Nancy waited for me to say, Oh, yeah, right. I’ve heard of her. I didn’t, so she continued.
“She signed on with Panache for some kind of package deal—office help, factory workers. Anyway, her complaint is the accountant Vanessa got for her was totally incompetent and now she’s in trouble with the IRS. Also, Polly’s saying the factory workers were dropouts from some drug rehab program and kept nodding off when operating the machinery. The FDA health inspectors found pieces of a finger in the Sveltburgers.”

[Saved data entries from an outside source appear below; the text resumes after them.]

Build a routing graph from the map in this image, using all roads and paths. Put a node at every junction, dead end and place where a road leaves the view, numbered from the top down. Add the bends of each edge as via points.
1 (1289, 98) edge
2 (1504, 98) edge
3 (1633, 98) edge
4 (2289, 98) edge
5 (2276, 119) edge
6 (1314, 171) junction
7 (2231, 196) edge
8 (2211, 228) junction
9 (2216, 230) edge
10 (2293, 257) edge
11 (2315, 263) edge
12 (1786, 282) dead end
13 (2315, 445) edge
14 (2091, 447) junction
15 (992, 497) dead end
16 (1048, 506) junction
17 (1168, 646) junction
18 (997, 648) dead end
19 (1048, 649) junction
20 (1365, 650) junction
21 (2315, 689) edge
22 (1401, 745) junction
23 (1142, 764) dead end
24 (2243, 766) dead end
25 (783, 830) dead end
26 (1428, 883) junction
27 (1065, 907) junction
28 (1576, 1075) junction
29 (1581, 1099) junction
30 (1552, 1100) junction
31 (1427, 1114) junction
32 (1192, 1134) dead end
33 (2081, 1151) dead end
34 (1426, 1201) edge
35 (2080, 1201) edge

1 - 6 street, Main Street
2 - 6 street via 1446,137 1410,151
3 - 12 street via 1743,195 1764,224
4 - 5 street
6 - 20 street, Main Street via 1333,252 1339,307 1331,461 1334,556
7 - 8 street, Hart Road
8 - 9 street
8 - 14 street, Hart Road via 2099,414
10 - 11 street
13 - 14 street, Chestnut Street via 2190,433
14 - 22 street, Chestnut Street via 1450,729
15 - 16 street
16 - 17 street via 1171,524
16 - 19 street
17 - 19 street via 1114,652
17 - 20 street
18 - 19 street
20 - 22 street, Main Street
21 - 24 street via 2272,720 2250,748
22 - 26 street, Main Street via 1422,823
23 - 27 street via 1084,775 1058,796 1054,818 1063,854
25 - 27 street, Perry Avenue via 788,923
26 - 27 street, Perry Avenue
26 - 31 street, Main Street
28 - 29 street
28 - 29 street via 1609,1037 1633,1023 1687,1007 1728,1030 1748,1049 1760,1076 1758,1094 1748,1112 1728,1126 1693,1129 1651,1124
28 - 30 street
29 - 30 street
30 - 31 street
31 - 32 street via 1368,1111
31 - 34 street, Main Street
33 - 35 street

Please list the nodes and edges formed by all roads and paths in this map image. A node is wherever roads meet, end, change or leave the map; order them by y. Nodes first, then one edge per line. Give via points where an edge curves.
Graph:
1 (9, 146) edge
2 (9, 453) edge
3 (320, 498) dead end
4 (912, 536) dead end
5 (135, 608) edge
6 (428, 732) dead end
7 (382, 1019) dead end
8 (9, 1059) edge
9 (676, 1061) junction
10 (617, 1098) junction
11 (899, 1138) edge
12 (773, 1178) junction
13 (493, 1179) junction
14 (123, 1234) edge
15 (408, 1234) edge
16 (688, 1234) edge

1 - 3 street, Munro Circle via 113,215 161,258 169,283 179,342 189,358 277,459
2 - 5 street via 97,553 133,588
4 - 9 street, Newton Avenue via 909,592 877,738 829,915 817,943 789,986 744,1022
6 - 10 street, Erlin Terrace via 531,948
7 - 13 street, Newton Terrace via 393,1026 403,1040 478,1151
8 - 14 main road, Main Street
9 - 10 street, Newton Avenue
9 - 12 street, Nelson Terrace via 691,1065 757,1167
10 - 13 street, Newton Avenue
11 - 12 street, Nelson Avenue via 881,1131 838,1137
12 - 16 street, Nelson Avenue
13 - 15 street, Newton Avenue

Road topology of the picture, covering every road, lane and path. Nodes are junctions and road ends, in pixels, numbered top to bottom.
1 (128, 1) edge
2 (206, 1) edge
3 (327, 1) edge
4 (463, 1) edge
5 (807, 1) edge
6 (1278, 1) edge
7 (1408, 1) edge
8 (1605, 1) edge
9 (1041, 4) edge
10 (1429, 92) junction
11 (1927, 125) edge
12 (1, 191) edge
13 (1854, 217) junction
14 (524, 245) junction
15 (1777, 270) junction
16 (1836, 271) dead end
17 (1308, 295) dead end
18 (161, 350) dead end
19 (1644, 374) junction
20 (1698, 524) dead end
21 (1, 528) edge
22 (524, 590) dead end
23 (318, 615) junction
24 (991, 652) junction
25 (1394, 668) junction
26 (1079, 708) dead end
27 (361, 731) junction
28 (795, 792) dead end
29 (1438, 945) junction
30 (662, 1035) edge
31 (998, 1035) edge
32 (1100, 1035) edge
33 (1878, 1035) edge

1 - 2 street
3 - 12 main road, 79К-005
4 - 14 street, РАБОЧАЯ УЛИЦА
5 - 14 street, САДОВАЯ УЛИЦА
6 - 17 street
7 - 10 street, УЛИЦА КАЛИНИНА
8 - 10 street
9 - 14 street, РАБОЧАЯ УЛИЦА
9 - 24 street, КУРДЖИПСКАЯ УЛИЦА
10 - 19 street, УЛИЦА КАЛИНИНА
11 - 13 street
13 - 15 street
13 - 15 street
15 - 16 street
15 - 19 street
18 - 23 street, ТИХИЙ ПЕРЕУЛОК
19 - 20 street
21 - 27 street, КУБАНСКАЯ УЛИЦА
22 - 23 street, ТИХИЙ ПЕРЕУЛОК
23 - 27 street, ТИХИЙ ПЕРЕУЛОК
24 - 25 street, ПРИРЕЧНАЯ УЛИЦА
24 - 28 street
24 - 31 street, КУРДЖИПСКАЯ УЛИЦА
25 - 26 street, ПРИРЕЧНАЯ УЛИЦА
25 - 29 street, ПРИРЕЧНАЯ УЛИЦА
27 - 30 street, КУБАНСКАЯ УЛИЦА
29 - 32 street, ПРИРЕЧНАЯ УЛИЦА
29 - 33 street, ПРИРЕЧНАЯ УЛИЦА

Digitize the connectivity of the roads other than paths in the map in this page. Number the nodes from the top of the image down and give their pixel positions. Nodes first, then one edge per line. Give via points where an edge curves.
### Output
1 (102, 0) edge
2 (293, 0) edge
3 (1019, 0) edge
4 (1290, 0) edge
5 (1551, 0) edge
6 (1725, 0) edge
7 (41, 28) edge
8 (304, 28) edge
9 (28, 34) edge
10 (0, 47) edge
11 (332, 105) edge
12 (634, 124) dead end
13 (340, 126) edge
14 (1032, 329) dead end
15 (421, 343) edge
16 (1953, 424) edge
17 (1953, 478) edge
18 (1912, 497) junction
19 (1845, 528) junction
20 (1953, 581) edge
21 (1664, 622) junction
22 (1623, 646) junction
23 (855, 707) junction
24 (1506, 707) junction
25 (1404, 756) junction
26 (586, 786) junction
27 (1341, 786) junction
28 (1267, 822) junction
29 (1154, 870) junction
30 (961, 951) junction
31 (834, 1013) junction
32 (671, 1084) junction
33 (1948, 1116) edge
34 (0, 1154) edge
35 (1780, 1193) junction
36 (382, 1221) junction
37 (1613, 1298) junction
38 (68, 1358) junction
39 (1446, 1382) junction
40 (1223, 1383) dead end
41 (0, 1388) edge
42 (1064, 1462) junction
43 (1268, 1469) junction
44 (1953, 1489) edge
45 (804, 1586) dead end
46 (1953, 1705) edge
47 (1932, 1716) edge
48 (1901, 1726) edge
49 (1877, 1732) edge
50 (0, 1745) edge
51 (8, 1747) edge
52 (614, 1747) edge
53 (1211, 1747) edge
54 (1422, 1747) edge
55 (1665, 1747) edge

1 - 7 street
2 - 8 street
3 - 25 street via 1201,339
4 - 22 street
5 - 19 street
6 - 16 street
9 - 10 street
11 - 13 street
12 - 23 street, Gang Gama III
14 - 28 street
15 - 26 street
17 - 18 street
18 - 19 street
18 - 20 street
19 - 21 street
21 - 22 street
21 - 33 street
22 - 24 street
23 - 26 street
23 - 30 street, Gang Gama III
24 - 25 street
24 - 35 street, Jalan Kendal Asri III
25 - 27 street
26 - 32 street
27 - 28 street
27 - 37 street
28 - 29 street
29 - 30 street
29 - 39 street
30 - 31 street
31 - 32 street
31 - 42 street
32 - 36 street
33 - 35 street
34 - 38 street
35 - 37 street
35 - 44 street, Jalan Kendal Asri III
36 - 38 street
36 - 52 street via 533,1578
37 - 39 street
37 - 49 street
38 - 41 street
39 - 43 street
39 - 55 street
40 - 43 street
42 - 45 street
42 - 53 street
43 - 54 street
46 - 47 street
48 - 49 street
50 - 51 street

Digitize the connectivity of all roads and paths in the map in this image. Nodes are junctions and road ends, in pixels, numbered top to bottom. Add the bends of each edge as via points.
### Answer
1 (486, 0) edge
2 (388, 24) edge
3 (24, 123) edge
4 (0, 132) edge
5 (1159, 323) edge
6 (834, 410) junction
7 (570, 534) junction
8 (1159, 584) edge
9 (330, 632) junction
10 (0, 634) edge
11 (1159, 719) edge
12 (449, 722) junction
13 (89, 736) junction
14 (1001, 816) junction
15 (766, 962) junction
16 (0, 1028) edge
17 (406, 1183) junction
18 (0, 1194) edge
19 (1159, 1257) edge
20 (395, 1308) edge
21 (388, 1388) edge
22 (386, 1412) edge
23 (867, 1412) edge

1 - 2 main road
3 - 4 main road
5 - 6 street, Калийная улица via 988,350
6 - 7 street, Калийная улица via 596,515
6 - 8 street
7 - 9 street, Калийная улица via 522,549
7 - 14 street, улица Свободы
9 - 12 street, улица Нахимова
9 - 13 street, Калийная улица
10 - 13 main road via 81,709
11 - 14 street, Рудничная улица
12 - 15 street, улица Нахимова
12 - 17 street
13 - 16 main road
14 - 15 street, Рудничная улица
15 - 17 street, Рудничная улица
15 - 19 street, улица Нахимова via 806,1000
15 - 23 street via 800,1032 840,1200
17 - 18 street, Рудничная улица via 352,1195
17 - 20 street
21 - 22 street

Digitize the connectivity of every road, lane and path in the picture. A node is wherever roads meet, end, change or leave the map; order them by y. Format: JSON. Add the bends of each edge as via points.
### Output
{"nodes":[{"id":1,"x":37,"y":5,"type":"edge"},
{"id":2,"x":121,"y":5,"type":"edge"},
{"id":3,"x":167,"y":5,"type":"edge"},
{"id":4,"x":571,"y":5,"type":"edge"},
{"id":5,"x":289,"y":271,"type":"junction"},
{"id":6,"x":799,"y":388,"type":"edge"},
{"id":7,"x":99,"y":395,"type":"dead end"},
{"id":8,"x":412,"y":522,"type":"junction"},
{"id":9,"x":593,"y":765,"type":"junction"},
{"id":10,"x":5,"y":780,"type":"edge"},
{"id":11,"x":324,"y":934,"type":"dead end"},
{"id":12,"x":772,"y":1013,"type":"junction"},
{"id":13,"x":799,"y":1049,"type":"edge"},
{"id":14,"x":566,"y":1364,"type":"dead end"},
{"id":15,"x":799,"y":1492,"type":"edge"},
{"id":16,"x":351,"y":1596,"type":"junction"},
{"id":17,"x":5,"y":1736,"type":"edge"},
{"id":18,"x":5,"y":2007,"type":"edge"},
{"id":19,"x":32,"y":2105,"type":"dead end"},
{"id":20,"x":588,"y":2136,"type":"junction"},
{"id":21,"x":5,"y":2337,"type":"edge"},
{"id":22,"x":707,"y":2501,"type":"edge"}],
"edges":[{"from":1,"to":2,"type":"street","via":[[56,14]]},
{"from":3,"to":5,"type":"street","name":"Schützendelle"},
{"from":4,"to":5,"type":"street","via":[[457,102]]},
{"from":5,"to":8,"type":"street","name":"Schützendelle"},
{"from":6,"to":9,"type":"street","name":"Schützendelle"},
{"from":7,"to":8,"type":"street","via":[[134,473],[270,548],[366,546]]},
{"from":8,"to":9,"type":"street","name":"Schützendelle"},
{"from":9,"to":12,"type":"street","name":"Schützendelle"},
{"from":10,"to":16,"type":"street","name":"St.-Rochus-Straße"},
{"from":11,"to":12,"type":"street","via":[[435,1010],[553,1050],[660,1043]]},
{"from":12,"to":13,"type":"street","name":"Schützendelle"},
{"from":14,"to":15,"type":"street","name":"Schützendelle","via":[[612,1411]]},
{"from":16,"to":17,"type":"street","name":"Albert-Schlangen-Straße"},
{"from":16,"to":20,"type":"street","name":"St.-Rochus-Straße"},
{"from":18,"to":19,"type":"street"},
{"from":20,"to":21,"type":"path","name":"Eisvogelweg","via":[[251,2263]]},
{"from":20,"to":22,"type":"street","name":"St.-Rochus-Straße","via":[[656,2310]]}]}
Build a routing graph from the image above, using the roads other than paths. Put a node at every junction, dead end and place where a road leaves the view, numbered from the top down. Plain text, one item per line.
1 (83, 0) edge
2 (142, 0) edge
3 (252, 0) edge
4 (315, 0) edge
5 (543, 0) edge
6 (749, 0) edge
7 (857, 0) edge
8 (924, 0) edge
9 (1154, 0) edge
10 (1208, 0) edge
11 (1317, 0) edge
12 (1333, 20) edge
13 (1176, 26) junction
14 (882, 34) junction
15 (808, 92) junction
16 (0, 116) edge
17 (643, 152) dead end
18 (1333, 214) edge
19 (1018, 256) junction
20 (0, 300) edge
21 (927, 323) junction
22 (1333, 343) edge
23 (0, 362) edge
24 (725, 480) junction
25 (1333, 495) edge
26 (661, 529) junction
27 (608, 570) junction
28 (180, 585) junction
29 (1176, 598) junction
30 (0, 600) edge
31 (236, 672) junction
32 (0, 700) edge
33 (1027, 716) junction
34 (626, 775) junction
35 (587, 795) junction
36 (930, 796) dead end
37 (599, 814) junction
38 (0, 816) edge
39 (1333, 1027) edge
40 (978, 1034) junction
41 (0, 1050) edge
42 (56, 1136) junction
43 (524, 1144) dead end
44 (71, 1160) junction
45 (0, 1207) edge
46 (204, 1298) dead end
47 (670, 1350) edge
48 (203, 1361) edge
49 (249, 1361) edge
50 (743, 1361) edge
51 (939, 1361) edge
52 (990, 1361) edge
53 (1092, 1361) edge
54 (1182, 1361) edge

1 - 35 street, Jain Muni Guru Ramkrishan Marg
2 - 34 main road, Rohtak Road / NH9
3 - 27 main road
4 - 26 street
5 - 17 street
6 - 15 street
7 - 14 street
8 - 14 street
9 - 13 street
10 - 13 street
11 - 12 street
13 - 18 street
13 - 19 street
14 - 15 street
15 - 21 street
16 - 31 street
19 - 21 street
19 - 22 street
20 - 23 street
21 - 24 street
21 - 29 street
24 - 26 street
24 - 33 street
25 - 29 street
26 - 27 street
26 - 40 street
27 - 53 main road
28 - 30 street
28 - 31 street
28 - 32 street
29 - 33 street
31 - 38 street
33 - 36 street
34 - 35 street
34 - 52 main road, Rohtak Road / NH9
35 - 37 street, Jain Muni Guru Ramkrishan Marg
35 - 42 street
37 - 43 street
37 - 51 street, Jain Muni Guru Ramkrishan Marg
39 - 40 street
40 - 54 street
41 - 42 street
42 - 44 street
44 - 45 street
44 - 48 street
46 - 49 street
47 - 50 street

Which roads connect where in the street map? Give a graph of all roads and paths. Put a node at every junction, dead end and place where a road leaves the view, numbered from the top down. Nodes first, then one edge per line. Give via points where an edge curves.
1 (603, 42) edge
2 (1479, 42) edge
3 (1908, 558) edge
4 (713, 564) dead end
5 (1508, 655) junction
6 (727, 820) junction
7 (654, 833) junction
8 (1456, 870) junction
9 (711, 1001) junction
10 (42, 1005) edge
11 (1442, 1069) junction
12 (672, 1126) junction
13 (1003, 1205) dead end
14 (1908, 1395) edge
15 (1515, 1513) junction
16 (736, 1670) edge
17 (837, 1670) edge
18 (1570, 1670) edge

“Then they’re not actual veggie burgers.”
The bell dinged, and I took the container of soup from the microwave.
“Right. Anyway, Pissed-off Polly told our reporter that Vanessa was completely unresponsive to her complaints because she was too busy obsessing over the failure of her marriage.”
“If Vanessa was obsessed with the failure of her marriage, then losing the Sveltburger account wouldn’t make her OD on Xanax. And while we’re at it, if Power Pecker’s leaving her was so devastating, how come she had herself a new boyfriend?”